When we lived in Japan, I used to get so frustrated that we couldn't paint or hang anything on our walls. All I wanted to do was hang some photos and paintings but withe tissue paper thin covering on the walls it wasn't possible. Plus, we would certainly be charged an arm and a leg for puncturing even one hole. Now that we own our house, I'm loving/hating the fact that we can change things whenever we want. I love it because it's fun. I hate it because it takes so much time. I've been working on painting our office for a few weeks. It isn't a particularly large room; in fact, it is quite small. For some reason (possibly something to do with a toddler, dog, blog, etc) I just haven't been able to find the time to devote to getting it done. I did some taping here and there, then some priming bit by bit, and yesterday I wanted to really make a dent; just get it done already! Of course, as it goes with most carefully laid plans, nothing went the way I expected. Let's just say it's amazing how much Riley's nap time (or lack thereof) impacts my entire day. So there's that, plus what I think might be the beginning of the terrible twos, that had me wondering what I was thinking trying to paint a room in the first place.
Fortunately, this soup saved me when it came to getting dinner on the table. It required some waiting but the wait was more than worth it.
The slow cooker did most of the heavy lifting. I still had to do the dishes.
This recipe makes a large batch of soup, enough for 6-8 people, but it is easy to freeze the extra. One of my favorite things about recipes like this is their versatility. For example, you can swap the chard for spinach or kale. Or you can switch out the chicken and apple sausage for something spicier like Italian or andouille.
If you have 10 minutes to throw this in the slow cooker in the morning you have plenty of time to get dinner ready.

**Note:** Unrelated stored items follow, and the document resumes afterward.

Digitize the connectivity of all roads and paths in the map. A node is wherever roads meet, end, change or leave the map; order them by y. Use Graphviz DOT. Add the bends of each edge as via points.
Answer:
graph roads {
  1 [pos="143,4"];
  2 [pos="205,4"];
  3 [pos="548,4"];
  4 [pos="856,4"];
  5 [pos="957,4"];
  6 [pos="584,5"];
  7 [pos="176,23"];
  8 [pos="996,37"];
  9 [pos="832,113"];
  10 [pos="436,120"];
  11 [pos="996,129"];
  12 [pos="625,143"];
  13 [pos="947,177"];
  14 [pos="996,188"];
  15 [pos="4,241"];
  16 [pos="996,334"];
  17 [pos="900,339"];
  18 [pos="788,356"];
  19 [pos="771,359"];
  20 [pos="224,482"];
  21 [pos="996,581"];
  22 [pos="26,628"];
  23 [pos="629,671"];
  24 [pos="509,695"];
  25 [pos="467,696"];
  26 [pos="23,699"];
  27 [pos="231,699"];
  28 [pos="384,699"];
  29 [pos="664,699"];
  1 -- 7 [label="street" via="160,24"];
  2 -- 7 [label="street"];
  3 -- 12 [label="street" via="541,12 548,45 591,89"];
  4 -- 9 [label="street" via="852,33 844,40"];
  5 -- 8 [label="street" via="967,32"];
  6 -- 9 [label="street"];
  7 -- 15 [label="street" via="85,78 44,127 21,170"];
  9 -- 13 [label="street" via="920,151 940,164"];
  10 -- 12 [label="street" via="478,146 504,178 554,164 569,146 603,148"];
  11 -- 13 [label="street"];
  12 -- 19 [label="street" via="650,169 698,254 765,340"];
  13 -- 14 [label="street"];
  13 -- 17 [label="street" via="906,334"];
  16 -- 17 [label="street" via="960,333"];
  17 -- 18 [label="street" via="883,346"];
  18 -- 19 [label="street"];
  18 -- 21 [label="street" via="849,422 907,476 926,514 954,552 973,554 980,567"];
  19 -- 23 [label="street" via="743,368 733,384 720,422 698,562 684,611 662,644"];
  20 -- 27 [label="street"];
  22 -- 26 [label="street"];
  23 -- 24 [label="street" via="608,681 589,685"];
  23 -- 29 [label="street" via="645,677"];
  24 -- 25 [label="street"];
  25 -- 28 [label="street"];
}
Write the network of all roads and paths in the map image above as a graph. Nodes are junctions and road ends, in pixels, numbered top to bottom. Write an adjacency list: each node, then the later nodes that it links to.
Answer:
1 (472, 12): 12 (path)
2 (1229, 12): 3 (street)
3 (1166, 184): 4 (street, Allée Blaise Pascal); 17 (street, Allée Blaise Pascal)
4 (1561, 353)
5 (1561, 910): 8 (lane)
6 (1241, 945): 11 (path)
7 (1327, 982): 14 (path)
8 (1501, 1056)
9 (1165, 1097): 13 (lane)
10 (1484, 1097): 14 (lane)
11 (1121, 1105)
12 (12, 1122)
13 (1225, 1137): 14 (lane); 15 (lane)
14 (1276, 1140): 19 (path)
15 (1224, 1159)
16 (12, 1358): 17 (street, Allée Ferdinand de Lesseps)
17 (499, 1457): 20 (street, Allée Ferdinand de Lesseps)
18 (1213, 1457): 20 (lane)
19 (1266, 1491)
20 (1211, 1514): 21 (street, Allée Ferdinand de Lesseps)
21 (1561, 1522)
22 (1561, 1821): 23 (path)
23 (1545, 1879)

I know dried beans can be intimidating to some, but in this recipe they are a non-negotiable. If you use canned beans, they will overcook and become mush. Dried beans cook perfectly and maintain a nice texture and have much more flavor. I often have a bag of dried white beans in the pantry and this is one of my favorite ways to use them up.
I'm looking forward to making more variations of this soup so that I have something healthy and comforting to feed my family even on the days when I'm not sure how to get it all done.
*Note: You can make this a vegetarian soup by omitting the sausage and using vegetable stock in place of chicken stock.
Slow Cooker White Bean Soup with Sausage + Chard
Prep Time: 10 minutes
Cook Time: 5-8 hours
Yield: 6-8 Servings
- 2 links chicken & apple sausage (or other sausage)
- 1 medium yellow onion, diced
- 2 celery stalks, diced
- 1 garlic clove, grated
- 2 bay leaves
- 1 lb dried white beans (navy or cannellini)
- 8 cups low sodium chicken stock
- Parmesan cheese rind (optional)
- 4 cups chard, chopped
- salt and pepper to taste
- Cut the sausage links in half lengthwise, then in half moons.
- Put the sausage, onion, celery, garlic, bay leaves and beans in the slow cooker.
- Add the chicken stock and cook on low for 8 hours or on high for 5 hours until the beans are tender and cooked through.
- 30 minutes before serving, add the Parmesan rind (if using) to the soup.
- 10 minutes before serving, add the chard to the soup.
- Season to taste with salt and pepper.